Los artistas asociados a la recepción de las primeras vanguardias, me refiero, por supuesto, a Enrique Grau, Alejandro Obregón, Fernando Botero, y Cía., articularon su trabajo ubicando en un segundo o tercer plano el compromiso político y se entregaron de lleno a la configuración de un lenguaje propio; meta claramente impuesta no sólo por el modelo ya concientemente modernista de su postura estética sino por la influencia del escenario internacional en donde lograron ubicarse durante un buen tiempo. Su compromiso político, en este sentido, en el mejor de los casos se daba en términos temáticos o de contenido, (recuérdense las obras de Obregón que nos mostró Carmen María Jaramillo en el Museo Nacional de Colombia hace unos años), o como respuesta a hechos políticos literalmente imposibles de ignorar.

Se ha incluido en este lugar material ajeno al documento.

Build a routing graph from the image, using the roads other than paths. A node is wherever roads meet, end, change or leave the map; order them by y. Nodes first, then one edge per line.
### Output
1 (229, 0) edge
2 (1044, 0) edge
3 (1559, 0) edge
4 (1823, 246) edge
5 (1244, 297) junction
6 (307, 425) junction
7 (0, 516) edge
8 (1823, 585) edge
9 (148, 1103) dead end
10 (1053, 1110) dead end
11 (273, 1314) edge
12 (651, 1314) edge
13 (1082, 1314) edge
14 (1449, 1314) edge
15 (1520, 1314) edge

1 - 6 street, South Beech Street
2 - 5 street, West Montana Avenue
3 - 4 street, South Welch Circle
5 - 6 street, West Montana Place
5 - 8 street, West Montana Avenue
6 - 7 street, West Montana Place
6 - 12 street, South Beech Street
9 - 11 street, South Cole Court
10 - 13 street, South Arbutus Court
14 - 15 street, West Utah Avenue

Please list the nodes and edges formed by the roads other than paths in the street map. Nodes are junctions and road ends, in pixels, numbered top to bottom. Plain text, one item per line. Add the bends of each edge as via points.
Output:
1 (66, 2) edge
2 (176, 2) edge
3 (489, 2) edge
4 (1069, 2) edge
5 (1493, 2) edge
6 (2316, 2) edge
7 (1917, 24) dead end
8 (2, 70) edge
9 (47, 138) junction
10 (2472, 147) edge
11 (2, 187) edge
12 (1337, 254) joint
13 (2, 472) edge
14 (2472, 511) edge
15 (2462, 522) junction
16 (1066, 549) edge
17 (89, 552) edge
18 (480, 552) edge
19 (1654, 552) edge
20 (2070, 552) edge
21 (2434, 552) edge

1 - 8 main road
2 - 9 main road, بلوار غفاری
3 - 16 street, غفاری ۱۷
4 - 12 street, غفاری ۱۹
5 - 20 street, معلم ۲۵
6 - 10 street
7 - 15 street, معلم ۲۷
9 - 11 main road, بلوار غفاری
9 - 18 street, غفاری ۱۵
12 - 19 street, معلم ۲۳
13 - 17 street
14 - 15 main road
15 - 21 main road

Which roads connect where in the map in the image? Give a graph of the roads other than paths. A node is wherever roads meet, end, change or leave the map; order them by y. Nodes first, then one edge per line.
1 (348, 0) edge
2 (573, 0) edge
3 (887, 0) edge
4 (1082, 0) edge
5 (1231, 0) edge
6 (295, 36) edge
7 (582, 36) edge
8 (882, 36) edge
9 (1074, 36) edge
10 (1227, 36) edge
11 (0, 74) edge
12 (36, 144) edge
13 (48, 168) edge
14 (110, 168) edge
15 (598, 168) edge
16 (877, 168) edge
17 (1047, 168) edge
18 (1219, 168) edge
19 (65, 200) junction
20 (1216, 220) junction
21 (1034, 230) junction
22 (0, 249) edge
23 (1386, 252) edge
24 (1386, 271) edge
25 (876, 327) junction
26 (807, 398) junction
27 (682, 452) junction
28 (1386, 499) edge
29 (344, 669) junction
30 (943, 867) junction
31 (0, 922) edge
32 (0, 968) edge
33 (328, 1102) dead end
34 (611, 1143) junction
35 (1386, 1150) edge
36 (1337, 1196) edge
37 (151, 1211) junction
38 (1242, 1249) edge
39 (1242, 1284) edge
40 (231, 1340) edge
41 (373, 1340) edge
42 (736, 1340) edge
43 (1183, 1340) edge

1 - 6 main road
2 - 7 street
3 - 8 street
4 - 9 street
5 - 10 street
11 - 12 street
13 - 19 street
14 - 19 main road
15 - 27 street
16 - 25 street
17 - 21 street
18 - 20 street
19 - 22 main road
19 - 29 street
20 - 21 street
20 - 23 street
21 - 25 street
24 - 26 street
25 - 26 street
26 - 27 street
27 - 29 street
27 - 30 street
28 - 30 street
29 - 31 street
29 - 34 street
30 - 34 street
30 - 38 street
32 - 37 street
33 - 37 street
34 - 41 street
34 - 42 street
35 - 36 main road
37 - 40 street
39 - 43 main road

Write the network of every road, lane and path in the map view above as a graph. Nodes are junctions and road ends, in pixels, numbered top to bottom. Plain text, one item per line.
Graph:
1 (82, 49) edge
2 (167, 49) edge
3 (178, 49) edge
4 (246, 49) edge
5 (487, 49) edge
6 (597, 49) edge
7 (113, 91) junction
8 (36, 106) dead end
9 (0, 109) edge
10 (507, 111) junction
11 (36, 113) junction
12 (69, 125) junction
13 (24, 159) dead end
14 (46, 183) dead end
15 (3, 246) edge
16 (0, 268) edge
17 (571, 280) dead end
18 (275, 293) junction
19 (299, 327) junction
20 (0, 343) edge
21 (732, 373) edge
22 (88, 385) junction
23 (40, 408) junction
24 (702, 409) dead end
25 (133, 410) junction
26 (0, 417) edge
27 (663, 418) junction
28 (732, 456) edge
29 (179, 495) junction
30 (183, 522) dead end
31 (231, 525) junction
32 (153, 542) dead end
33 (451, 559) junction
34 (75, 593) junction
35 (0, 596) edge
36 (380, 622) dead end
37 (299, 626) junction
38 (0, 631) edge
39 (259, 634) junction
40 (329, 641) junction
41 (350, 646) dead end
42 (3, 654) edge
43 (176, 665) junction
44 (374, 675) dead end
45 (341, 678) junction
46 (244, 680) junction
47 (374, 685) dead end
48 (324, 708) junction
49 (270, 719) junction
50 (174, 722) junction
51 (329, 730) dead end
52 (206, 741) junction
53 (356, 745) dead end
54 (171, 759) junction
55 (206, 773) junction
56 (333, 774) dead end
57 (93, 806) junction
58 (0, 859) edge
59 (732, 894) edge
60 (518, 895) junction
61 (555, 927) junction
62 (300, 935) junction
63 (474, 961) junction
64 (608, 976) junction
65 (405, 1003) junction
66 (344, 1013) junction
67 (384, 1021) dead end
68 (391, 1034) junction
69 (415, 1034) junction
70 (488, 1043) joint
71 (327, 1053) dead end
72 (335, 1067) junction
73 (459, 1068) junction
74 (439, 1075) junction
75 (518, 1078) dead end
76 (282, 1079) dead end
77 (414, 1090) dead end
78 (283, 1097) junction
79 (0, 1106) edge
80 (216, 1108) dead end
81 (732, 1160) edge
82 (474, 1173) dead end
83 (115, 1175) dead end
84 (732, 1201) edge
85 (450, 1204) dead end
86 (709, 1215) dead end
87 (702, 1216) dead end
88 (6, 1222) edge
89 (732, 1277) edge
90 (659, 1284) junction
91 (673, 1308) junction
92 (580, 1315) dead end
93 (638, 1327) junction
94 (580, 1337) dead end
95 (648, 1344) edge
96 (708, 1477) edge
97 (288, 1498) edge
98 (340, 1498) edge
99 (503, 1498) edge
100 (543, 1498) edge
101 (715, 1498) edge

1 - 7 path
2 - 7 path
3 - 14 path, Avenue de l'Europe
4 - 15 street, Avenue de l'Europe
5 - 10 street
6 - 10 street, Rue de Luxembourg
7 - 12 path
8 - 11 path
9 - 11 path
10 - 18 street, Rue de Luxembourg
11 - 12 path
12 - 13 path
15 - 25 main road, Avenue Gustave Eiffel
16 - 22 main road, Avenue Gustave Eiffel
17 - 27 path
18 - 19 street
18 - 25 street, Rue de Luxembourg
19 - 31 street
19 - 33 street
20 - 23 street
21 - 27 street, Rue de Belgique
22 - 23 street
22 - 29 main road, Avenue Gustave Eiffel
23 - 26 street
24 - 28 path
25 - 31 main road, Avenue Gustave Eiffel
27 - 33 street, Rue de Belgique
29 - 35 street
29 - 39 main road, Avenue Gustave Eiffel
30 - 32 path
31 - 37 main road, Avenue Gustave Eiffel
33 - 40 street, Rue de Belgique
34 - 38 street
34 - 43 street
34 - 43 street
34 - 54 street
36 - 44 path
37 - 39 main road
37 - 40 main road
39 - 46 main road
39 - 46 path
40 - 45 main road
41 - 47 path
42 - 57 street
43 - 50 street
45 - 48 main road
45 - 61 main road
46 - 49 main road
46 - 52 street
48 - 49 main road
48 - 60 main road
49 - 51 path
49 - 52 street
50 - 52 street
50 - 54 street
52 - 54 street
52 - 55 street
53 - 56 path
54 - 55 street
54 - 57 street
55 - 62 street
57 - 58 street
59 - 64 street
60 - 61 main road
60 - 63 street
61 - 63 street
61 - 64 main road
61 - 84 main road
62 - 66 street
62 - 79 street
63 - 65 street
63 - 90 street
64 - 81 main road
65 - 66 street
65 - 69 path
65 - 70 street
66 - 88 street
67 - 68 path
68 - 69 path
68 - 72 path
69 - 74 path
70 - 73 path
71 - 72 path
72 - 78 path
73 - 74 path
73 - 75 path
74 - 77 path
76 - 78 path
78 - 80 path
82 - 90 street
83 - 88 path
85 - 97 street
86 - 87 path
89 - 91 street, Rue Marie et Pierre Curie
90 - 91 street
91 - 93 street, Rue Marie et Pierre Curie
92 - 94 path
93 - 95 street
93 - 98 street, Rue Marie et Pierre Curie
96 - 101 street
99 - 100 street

Ya sea por una solidaridad de clase o por una actitud “responsable” siguiendo el modelo de intelectual planteado por Sartre, estos artistas constituyeron un compromiso político más bien episódico.

Su compromiso “social” estuvo, entonces, fundado por la madurez del campo artístico que, para mediados del siglo XX, ya empezaba a gozar de cierta autonomía, sobre todo, en relación con los intentos de dominación frecuentemente realizados desde la Iglesia católica, los partidos tradicionales e, incluso, el campo económico. Lo que se conoce como “estética pura” dentro de la sociología del arte contemporánea, en Colombia, se consolidó con ellos y determinó que sus posiciones fueran cada vez más radicalmente enraizadas en la configuración de una obra de arte referida básicamente a las tradiciones artísticas instauradas y legitimadas por la crítica de arte modernista.

Taller 4 Rojo: el compromiso militante

Sin embargo, al entrar en escena los artistas nacidos en las décadas del treinta y del cuarenta, esta situación empezó a cambiar paulatinamente. Esta generación de creadores, sobre todo animados por el contexto configurado por el triunfo de la Revolución en Cuba y por la recepción del pensamiento marxista en el ámbito académico, sitúo la cuestión del compromiso social y político del artista en la perspectiva de la militancia política. En este contexto, artistas como Diego Arango, Nirma Zárate y Clemencia Lucena, entre muchos otros, se destacaron por sus planteamientos radicales y su insistencia en la constitución de un arte democrático, ligado al cultivo de la gráfica. A diferencia de los primeros, estos artistas, además de abordar temas relacionadas con la realidad política, se preocuparon por constituir un contexto de recepción democrático, reconociendo en la gráfica un medio indiscutible por su fácil distribución masiva. La creencia en la definición de la obra de arte como un objeto crítico y, por tanto, liberador, fue el eje de sus posturas plásticas. En sus obras, al lado de una factura plástica de alta calidad visual, la frontera entre arte y propaganda ideológica, en consecuencia, tendía a borrarse.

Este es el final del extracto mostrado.